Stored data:
========================================================================
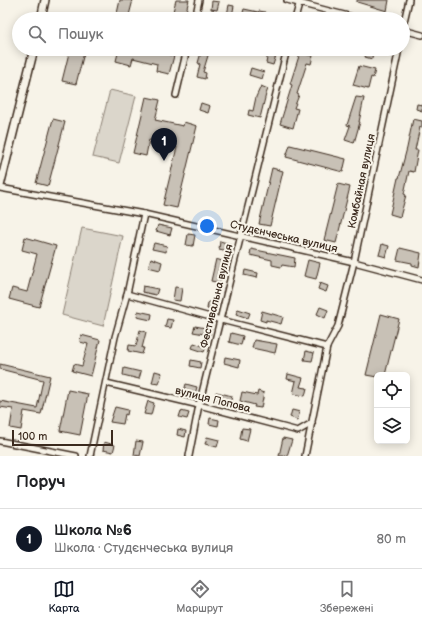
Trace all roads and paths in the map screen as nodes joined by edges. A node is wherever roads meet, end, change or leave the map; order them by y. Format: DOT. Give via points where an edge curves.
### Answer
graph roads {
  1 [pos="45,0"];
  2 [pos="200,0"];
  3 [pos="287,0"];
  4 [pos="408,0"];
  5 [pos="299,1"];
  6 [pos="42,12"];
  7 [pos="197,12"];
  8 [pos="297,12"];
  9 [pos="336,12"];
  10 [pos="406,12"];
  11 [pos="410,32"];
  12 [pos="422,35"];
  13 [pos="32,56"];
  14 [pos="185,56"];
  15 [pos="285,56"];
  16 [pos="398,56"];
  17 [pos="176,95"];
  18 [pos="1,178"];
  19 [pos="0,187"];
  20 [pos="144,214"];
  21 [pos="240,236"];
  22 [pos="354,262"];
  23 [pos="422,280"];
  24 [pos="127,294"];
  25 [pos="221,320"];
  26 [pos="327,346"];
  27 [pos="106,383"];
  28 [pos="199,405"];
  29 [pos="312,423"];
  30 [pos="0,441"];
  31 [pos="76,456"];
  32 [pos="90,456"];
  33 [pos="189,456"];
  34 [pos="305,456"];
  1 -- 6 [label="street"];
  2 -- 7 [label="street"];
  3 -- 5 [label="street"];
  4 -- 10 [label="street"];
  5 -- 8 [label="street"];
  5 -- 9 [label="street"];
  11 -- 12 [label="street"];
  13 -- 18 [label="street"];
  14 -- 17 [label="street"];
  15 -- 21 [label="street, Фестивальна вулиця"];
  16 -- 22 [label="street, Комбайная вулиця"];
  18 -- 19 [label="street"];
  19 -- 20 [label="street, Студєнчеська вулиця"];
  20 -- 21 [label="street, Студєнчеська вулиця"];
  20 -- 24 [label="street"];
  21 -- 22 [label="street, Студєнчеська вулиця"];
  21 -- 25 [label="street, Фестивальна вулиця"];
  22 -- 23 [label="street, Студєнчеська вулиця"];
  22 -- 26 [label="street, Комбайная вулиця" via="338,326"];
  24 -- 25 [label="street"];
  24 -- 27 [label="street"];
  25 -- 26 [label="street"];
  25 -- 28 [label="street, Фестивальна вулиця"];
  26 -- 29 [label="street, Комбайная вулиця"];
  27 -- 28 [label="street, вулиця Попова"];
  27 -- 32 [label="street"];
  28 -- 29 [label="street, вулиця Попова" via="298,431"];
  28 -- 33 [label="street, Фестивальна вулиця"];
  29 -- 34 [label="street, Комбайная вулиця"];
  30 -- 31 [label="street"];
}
========================================================================
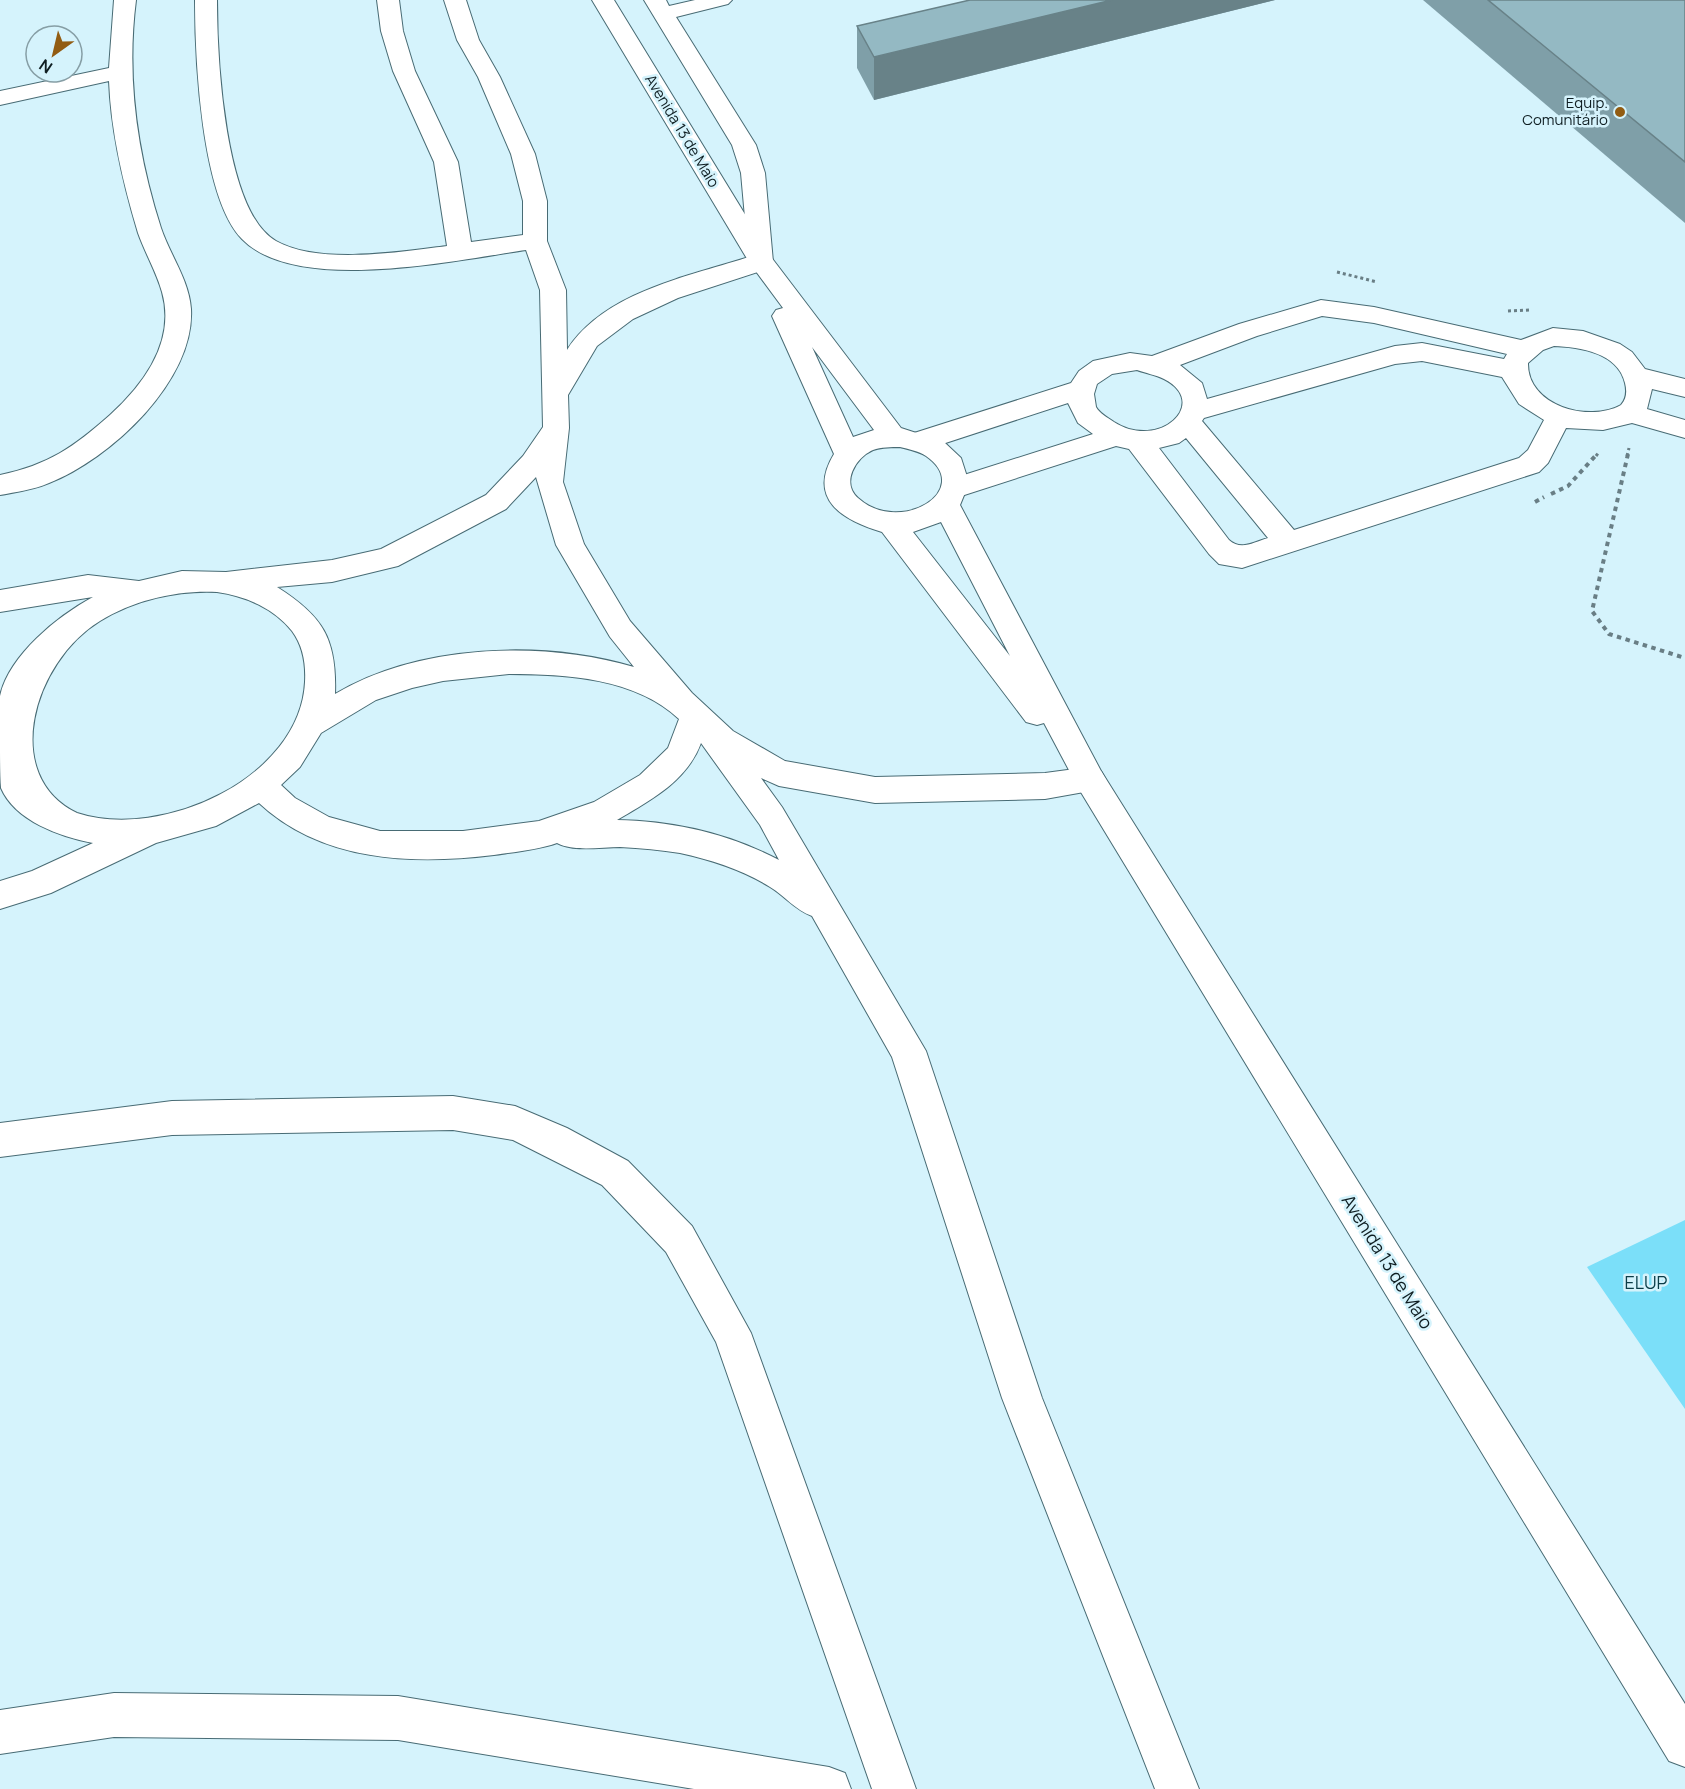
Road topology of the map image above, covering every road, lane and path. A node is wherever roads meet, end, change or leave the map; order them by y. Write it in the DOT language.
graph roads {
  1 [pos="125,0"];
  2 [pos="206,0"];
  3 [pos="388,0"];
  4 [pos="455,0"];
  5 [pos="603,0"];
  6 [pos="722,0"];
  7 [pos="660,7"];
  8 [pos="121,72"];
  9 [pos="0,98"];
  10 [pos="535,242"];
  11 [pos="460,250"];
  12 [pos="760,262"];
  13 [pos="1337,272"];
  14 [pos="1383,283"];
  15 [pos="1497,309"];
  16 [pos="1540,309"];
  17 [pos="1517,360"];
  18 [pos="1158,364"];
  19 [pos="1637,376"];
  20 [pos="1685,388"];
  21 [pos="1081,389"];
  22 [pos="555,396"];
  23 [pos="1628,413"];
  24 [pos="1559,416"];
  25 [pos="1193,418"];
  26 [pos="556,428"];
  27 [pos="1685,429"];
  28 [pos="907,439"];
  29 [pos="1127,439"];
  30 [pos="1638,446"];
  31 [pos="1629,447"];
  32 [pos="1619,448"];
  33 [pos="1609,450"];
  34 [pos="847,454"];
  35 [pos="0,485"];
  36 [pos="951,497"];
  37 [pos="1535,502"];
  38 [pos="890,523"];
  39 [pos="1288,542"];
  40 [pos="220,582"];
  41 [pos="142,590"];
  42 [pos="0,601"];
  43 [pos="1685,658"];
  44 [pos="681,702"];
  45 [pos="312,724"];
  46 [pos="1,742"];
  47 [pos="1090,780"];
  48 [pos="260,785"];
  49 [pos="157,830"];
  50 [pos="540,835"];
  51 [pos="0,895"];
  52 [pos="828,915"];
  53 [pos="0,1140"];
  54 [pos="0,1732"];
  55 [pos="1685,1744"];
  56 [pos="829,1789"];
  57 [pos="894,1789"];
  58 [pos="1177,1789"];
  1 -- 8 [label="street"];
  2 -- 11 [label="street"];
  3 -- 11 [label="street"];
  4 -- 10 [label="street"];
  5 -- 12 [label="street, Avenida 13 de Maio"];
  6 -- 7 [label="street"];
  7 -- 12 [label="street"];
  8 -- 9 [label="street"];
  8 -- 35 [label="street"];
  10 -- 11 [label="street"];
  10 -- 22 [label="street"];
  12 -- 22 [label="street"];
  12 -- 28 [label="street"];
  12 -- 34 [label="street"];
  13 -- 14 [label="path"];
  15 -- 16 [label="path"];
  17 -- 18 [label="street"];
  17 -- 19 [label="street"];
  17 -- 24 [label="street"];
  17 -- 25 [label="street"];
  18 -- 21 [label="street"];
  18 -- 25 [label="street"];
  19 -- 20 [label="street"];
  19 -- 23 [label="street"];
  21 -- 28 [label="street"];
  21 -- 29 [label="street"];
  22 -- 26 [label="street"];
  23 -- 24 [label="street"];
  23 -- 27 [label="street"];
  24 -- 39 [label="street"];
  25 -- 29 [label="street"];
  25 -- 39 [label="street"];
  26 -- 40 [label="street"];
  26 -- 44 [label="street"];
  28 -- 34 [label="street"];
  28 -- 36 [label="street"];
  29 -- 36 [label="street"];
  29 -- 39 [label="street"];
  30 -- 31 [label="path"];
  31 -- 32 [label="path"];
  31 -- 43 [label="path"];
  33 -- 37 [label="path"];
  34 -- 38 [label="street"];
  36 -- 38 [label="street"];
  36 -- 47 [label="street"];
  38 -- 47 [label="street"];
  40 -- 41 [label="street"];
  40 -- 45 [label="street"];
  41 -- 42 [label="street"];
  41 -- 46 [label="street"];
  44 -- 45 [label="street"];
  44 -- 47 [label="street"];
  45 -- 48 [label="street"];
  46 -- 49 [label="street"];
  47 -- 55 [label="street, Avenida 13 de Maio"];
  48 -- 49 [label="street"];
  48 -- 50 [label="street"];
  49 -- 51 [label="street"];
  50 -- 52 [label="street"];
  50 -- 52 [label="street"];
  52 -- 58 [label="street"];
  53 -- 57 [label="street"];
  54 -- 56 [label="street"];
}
========================================================================
## Task description
All lines above holding the word "Студєнчеська" make up the answer; copy each one.

## Solution to the problem
  19 -- 20 [label="street, Студєнчеська вулиця"];
  20 -- 21 [label="street, Студєнчеська вулиця"];
  21 -- 22 [label="street, Студєнчеська вулиця"];
  22 -- 23 [label="street, Студєнчеська вулиця"];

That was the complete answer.